电镜胶体金标记方法

（1）超薄切片厚50～70nm左右，载于200～300网孔的镍网上。

（2）置1%H2O2内10min至1h（视树脂的硬度和切片的厚度而定），以去锇酸和增进树脂穿透性，有利抗体进入。如切片很薄或于低温包埋时，此步可省略。操作时，滴入1%H2O2液1滴于蜡板上，将网的载片面轻浮于液滴上。对中枢神经系统切片，有主张以1%过碘酸钾（KIO4）代替H2O2的。

（3）双蒸水洗3次，每次10min，第1，2次洗法如（2），浮于液滴上，第3次以盛双蒸水的注射器沿镍网面冲洗，水流应有适当压力，但不宜过高强，用滤纸在网缘将水吸干。（4）浮于正常羊血清（1：50～1：100）滴上，室温30～60min，以饱和固定剂中的游离醛基占据非特异性结合部位。

（5）PBS漂洗3min，洗1次（有人主张不洗）。

（6）滤纸吸干，孵育于第一抗体血清滴上，先室温预孵1h，再置于4℃24～36h。

（7）PBS漂洗3min，3次。

（8）PBS（内含1%的牛血清白蛋白）pH8.2中，5min，此步为胶体金结合作准备。

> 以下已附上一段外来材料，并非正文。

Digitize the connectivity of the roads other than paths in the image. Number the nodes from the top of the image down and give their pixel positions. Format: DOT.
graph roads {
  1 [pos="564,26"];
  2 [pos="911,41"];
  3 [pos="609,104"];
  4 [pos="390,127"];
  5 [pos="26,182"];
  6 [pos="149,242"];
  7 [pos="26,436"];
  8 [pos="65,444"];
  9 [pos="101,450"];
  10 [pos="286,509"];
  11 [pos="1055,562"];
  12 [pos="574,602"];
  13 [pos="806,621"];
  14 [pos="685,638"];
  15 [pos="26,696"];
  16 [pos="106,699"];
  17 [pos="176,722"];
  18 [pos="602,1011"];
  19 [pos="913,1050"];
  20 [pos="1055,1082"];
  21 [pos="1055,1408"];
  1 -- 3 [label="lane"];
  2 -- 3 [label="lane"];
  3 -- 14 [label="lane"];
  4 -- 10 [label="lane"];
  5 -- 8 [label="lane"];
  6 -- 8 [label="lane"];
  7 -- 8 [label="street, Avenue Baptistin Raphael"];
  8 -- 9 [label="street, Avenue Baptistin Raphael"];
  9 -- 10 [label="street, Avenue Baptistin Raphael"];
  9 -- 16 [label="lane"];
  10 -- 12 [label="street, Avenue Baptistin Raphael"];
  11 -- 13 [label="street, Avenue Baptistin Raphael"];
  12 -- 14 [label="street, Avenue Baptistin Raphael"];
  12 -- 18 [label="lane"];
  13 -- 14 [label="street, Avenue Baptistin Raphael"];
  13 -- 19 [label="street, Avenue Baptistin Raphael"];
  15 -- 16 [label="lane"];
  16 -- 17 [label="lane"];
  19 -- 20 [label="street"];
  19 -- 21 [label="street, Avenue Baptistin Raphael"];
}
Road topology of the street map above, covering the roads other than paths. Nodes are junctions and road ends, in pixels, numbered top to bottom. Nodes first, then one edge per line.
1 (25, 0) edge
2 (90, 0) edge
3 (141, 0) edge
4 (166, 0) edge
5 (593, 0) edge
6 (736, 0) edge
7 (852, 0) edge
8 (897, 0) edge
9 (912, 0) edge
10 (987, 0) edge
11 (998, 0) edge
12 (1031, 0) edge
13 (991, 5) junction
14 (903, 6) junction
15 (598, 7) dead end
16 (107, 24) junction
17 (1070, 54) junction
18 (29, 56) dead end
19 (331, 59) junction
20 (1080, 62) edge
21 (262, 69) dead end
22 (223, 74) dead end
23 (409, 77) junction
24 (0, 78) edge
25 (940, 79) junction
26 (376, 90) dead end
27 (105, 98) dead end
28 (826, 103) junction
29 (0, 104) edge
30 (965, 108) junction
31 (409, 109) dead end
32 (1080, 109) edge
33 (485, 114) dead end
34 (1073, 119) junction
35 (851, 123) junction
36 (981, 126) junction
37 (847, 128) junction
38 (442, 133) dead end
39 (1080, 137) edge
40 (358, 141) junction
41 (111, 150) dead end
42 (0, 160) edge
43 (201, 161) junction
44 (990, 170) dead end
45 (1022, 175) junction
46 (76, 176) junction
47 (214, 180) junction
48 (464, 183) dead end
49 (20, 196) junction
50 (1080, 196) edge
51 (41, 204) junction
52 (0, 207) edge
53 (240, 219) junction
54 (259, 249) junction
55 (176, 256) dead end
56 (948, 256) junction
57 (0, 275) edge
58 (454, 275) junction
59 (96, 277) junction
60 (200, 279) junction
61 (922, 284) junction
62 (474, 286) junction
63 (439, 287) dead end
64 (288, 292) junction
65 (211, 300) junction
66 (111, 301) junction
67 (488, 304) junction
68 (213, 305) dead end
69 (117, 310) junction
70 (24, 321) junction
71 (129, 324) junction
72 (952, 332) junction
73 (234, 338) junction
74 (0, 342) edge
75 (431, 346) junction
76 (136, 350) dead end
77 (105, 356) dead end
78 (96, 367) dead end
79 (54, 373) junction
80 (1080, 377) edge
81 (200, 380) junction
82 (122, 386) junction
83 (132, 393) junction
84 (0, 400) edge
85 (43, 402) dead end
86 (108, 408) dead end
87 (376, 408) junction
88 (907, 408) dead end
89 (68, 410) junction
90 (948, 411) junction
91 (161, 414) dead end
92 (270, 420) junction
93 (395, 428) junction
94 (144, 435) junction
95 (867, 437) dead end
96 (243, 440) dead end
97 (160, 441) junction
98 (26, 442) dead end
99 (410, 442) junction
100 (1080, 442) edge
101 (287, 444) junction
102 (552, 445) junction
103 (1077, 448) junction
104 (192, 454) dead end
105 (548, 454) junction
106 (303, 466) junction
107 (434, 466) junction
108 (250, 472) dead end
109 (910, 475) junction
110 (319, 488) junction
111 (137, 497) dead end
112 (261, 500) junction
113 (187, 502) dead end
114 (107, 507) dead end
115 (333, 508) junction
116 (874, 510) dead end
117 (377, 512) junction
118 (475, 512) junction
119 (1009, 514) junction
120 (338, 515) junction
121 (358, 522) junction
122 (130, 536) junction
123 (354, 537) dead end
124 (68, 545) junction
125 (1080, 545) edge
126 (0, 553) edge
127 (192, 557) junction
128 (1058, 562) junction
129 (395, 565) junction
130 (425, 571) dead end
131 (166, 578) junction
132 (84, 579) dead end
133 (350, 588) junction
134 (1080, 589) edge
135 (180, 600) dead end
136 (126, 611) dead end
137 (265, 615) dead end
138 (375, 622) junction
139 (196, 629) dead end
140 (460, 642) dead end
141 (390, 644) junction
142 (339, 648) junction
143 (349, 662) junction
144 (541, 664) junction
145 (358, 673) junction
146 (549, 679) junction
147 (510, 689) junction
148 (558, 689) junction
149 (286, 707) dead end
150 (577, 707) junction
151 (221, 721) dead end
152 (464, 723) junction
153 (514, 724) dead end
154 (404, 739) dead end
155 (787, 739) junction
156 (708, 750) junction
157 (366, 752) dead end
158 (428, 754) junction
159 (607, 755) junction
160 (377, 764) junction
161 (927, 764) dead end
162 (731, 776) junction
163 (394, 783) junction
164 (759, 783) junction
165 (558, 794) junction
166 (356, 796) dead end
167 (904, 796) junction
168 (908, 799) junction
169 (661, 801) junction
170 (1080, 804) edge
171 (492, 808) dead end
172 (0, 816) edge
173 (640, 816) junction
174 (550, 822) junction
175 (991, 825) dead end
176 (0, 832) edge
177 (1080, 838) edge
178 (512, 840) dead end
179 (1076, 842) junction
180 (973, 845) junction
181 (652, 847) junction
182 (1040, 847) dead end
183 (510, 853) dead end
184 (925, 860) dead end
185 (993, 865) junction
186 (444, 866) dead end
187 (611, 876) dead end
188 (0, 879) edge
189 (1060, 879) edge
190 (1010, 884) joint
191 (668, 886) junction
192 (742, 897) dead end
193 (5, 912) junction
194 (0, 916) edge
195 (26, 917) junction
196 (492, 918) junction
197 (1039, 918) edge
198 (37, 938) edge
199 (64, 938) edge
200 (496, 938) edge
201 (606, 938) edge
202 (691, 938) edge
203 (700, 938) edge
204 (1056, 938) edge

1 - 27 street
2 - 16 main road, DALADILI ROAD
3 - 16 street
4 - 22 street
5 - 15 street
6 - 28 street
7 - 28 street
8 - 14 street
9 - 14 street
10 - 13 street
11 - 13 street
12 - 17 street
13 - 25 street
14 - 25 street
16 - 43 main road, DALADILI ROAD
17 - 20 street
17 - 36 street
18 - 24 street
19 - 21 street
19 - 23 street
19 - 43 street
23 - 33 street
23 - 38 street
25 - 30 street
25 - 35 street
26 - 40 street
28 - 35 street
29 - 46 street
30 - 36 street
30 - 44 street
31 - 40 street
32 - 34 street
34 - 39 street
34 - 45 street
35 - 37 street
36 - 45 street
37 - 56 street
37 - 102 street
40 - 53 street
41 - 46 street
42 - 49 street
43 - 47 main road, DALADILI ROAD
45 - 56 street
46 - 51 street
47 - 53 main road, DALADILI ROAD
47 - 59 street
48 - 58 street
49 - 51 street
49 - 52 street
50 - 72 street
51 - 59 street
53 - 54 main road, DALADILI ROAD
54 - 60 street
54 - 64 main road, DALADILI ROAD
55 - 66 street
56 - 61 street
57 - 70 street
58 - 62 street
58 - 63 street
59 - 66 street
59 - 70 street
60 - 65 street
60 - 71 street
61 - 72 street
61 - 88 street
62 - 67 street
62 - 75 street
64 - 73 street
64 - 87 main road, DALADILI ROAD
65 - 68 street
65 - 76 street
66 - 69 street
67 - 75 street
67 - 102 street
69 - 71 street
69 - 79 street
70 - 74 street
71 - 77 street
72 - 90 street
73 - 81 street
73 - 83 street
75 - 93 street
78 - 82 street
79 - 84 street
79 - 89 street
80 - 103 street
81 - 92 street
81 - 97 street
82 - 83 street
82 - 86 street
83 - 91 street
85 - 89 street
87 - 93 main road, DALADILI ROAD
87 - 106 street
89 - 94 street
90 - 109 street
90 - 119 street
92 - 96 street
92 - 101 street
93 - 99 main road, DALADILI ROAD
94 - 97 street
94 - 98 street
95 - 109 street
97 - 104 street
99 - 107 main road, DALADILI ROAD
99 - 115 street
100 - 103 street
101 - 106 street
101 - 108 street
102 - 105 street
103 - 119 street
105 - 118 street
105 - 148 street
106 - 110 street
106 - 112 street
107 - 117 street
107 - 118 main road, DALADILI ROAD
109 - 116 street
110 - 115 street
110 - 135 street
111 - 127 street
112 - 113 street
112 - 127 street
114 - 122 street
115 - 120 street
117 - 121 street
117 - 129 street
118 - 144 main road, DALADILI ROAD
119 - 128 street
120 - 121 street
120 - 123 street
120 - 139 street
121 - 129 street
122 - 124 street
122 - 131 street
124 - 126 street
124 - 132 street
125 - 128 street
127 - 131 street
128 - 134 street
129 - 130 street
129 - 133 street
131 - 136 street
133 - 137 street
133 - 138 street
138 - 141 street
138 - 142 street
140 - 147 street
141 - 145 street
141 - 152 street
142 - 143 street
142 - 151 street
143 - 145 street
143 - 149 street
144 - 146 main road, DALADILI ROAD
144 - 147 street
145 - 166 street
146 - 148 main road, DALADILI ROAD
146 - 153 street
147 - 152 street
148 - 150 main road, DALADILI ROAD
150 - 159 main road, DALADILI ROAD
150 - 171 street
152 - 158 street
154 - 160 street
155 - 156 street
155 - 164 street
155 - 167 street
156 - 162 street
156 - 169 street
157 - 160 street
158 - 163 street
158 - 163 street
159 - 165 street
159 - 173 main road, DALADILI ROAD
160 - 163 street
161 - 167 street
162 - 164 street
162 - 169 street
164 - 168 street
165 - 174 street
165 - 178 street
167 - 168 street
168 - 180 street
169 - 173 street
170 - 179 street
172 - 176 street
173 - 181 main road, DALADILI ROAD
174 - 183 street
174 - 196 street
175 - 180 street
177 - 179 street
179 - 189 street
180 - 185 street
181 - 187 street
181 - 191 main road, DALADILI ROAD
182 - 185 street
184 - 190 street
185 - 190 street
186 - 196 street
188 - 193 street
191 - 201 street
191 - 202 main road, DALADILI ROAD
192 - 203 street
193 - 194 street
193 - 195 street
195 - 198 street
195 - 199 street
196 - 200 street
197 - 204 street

（9）胶体金标记抗体液1：30～1：100，淡红色为适宜稀释液，室温孵育10min至1h。（10）双蒸水洗3min，3次。

如作双重染色，则应将镍网翻过来，用另一类抗体血清，重复上述步骤（2）～（10）。胶体金标记蛋白A技术（Protein A-gold technique, PAg法）

PAg复合物制备方法简便，作为第二抗体，无种属特异性，可以免去不同种属动物要制备不同的特异性免疫球蛋白。PAg 复合物与包埋剂和细胞成分都极少发生非特异性的交互作用，蛋白A和金粒间非共价的结合特性既不影响蛋白A的活性，又能保持高度的稳定性，PAg复合物分子最小易于穿透组织。PAg复合物的原液在4℃可保存达一年之久。

电镜水平的PAg染色法

PAg法在电镜技术的应用原则是二步标记法，可用于包埋前和包埋后染色。其主要区别于一般胶体金免疫染色在：①须1%卵白蛋白－PBs （pH7.4）或1%卵白蛋白—0.05mol/l Tris缓冲液（pH7.4）来封闭非特异性的结合部位，而不是采用羊或其它的动物的正常抗血清，因为PAg复合物能够与正常血清组中的Ig结合，从而给出假阳性结果；②在应用第一抗血清孵育和PBS冲洗后作第二抗血清即PAg复合物孵育前的准备时，应用的PBS或TBS 的pH应变更为pH8.2。其它可参照本节中包埋后染色法进行。

液体配制：

1、胶体金稀释液配方：

（PH＝8.2）的0.02mo1／L Tris TBS缓冲液，加入试剂级卵清白蛋白至1％。｛免疫电镜按1：20-50稀释，淡红色为适宜稀释液,胶体金稀释后应于当天使用，未用完的应该丢弃。（免疫胶体金说明书）｝

2、清洗液：

0.5mol／L，pH7.4 Tris-Hcl缓冲液：Tris，60.57g，1mol／L Hcl约420m1，调pH值至7.4，最后加双蒸水至1000m1，此为储备液。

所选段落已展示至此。